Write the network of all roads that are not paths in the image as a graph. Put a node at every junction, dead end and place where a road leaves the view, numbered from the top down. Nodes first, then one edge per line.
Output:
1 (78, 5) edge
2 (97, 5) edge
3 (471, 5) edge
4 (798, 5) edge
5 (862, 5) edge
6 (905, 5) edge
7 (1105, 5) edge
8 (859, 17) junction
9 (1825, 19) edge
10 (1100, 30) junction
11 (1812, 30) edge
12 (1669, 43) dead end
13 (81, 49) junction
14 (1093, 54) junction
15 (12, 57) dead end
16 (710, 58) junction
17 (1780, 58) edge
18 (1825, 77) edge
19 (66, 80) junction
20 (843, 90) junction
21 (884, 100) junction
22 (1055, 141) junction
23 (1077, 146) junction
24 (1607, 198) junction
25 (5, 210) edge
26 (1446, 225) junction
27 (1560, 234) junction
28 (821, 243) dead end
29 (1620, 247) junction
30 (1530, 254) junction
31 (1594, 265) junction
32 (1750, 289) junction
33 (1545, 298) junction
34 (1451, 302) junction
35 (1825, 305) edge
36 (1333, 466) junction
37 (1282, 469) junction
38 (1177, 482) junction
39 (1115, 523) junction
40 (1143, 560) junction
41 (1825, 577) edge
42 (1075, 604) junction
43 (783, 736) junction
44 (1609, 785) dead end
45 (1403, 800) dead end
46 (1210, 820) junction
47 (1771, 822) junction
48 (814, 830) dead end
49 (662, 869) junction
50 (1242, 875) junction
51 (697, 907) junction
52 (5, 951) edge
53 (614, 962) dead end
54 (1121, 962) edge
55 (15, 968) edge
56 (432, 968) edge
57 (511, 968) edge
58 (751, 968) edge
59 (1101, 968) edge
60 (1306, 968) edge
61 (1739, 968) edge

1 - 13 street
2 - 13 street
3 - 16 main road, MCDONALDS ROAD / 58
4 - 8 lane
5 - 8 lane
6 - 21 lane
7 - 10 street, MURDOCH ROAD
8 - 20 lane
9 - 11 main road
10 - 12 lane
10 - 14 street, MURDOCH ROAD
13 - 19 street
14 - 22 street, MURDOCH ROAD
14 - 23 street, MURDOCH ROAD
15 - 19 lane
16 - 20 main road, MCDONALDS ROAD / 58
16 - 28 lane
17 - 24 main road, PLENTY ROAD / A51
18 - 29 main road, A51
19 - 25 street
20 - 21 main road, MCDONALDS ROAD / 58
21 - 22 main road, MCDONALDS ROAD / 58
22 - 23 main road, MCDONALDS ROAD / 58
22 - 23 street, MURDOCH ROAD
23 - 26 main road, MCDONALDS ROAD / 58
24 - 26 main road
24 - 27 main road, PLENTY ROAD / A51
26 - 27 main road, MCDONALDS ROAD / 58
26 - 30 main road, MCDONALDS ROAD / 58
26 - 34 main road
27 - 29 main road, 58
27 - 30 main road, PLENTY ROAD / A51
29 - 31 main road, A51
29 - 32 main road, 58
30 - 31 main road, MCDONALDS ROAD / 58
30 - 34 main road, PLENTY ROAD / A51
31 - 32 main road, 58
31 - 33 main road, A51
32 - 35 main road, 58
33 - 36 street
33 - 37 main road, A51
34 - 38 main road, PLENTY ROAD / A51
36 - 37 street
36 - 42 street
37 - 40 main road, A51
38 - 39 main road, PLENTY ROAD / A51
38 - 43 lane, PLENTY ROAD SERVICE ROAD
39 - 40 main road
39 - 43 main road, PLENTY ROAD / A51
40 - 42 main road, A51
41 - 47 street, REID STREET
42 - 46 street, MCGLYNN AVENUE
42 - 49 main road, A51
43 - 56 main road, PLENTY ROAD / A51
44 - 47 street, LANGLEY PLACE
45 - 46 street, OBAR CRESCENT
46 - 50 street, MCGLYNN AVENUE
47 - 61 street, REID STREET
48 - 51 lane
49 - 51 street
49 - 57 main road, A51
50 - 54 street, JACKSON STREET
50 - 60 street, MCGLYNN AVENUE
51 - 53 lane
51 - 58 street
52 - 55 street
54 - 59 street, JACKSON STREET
---------------
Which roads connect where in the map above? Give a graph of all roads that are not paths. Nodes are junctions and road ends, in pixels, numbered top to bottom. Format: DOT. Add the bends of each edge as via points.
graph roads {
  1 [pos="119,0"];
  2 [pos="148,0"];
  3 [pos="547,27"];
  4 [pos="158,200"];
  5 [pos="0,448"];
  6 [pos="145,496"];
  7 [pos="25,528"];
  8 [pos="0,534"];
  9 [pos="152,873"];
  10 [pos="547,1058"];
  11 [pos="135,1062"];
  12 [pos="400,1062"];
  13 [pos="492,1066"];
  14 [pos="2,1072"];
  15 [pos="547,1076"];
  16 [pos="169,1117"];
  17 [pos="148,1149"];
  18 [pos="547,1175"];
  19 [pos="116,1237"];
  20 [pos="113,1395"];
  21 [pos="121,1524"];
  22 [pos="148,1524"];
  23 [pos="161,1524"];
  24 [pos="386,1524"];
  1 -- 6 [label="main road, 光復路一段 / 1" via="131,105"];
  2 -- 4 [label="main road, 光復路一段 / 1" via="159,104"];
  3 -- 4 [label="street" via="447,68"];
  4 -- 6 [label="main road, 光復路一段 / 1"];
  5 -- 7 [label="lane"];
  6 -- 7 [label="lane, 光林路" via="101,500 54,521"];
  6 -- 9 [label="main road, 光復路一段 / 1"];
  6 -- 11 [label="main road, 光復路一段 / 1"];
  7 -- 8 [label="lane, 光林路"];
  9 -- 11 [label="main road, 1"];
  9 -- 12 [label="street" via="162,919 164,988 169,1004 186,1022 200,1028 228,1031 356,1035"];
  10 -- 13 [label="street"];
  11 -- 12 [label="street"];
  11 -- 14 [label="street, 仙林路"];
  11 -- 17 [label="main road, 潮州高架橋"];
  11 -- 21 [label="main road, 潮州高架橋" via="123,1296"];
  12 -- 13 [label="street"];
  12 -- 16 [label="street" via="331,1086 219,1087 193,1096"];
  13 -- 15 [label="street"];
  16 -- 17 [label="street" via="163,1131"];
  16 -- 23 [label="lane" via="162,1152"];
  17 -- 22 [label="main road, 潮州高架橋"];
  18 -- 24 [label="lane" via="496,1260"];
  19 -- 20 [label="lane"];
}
---------------
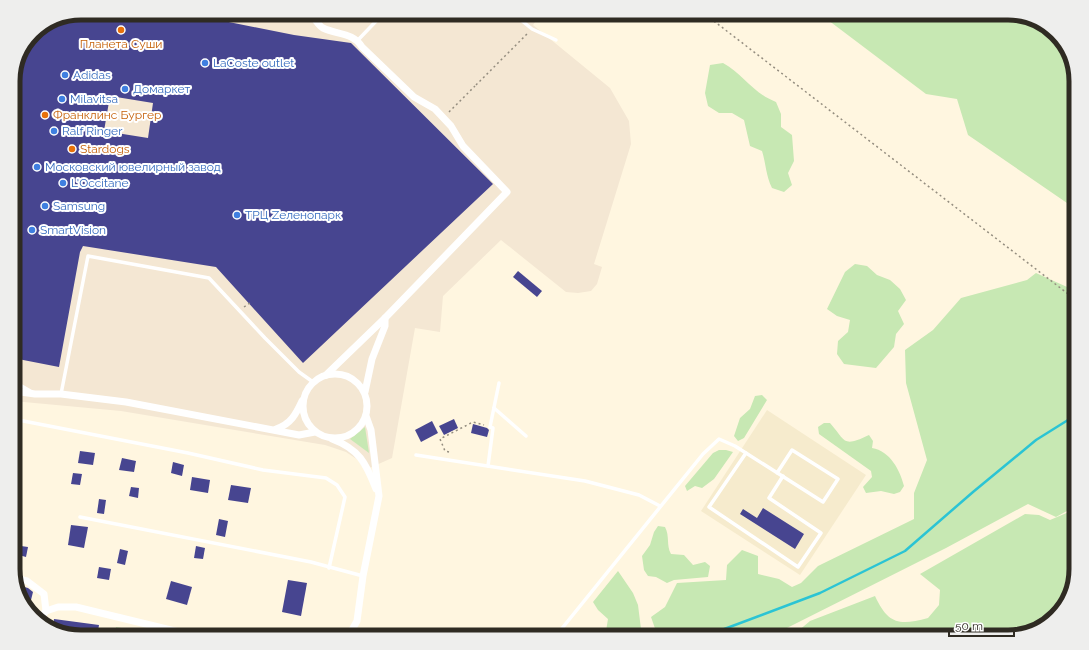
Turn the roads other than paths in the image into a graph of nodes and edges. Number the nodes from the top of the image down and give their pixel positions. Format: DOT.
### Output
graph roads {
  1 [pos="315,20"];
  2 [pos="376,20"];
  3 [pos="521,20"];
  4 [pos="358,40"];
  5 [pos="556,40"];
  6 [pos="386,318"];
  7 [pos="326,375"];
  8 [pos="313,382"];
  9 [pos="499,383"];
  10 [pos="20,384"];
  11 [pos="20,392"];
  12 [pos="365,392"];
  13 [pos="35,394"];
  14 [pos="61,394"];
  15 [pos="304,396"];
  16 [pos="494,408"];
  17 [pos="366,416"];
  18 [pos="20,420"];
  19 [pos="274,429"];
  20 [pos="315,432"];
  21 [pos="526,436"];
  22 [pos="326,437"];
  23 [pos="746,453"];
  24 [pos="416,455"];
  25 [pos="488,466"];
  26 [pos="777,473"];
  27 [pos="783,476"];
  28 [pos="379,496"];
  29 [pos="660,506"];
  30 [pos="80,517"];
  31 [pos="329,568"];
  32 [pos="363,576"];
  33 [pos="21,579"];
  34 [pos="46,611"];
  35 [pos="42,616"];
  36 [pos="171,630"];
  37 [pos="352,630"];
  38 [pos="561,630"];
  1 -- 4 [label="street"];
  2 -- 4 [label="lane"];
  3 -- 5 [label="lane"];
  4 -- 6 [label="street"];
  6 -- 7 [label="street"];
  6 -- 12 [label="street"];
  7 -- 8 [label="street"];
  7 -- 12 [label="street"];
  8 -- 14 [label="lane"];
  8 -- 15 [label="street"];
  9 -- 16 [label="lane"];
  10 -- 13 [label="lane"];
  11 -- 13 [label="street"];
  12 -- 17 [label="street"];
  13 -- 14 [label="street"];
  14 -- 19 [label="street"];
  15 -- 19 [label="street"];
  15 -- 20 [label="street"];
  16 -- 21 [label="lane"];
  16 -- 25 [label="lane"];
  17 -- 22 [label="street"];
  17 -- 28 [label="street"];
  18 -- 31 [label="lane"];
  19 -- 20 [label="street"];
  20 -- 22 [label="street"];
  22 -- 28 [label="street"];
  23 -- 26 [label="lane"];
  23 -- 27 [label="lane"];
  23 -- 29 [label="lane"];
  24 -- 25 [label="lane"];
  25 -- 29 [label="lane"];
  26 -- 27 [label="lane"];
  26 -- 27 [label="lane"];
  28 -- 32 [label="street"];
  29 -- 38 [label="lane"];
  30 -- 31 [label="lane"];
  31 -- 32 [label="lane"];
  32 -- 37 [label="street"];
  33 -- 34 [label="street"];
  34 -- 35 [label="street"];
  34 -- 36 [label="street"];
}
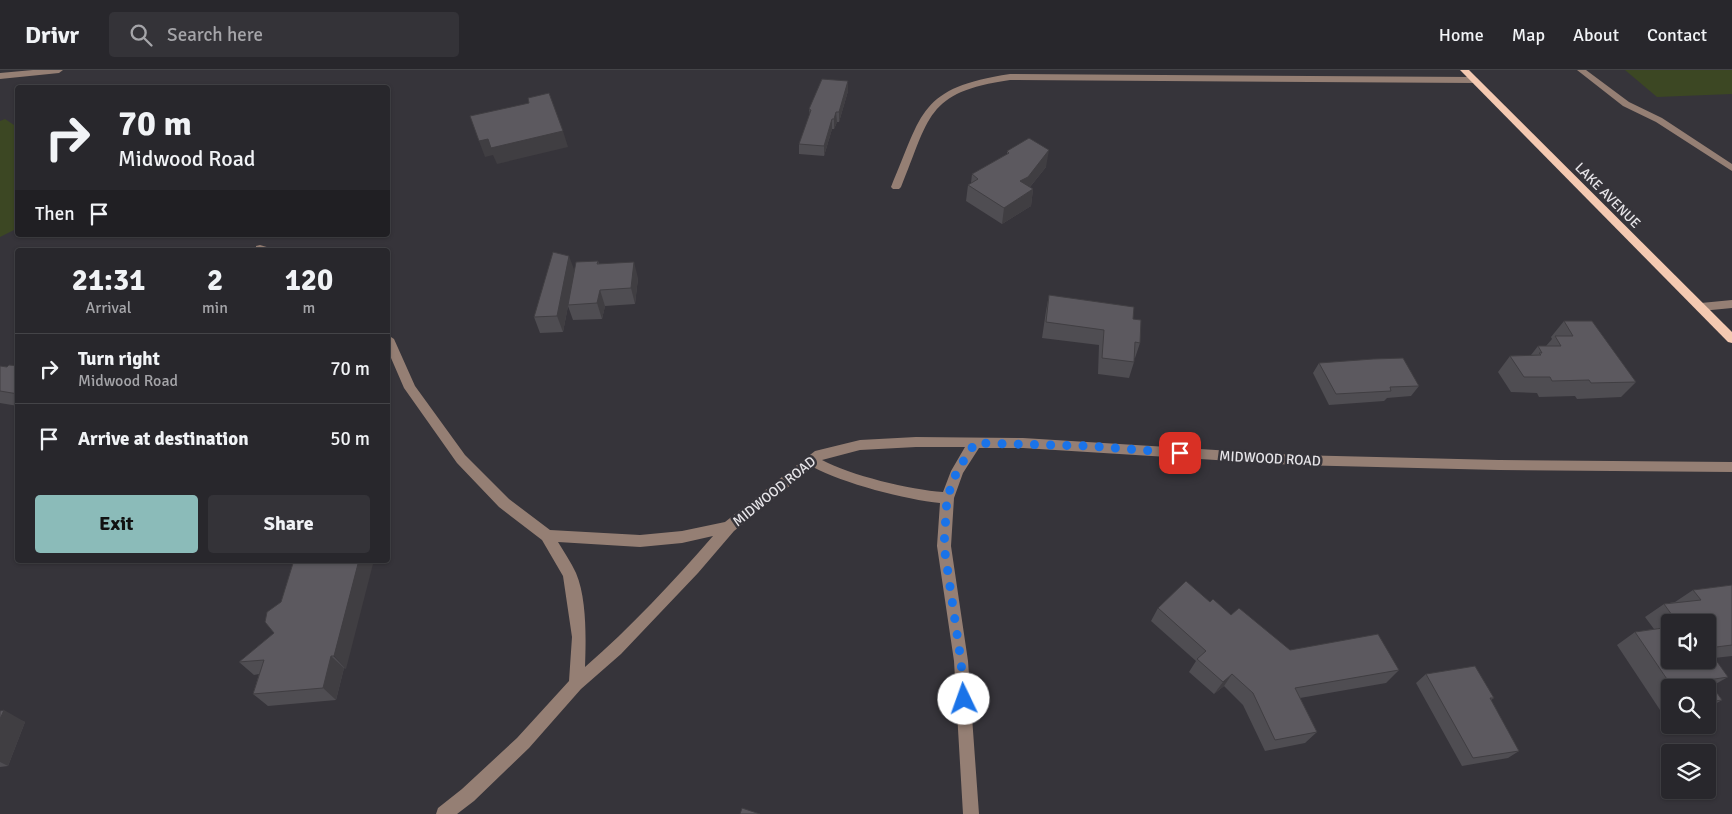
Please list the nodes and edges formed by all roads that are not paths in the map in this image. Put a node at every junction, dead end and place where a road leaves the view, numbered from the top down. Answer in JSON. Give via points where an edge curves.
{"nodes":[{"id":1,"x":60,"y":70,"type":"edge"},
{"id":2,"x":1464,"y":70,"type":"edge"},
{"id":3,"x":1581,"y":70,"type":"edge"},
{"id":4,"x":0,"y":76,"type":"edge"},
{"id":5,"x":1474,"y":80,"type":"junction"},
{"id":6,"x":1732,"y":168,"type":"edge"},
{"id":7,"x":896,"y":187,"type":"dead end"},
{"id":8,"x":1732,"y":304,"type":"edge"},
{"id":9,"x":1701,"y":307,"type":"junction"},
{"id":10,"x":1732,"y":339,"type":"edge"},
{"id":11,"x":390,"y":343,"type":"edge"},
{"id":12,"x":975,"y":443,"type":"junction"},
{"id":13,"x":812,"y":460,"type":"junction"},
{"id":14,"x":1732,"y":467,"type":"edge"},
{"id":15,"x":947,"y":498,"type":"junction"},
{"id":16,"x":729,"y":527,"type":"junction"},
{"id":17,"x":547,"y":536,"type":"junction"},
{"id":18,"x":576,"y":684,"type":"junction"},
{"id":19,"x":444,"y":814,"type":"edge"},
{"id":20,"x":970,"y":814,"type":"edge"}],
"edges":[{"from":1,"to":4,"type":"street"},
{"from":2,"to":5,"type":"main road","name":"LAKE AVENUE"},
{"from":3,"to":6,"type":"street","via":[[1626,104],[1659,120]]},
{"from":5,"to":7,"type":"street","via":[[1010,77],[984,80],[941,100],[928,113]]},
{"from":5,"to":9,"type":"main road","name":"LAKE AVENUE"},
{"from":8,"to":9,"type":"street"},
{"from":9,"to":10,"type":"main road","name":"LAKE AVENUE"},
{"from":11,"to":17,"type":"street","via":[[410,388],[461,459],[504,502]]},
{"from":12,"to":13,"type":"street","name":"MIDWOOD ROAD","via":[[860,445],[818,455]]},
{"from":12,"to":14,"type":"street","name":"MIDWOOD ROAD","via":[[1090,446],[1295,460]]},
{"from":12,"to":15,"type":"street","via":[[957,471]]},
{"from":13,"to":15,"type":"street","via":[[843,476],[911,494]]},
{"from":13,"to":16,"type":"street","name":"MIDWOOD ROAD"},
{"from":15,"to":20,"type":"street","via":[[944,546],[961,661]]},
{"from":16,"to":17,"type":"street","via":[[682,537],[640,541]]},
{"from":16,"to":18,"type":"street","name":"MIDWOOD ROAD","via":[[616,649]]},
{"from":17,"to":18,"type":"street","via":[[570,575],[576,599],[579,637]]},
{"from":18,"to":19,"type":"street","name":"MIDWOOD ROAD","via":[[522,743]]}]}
---------------
→ **PROBLEM DETAILS**
All lines of the data that hold "MIDWOOD" need to be copied.

→ **RESPONSE AREA**
{"from":12,"to":13,"type":"street","name":"MIDWOOD ROAD","via":[[860,445],[818,455]]},
{"from":12,"to":14,"type":"street","name":"MIDWOOD ROAD","via":[[1090,446],[1295,460]]},
{"from":13,"to":16,"type":"street","name":"MIDWOOD ROAD"},
{"from":16,"to":18,"type":"street","name":"MIDWOOD ROAD","via":[[616,649]]},
{"from":18,"to":19,"type":"street","name":"MIDWOOD ROAD","via":[[522,743]]}]}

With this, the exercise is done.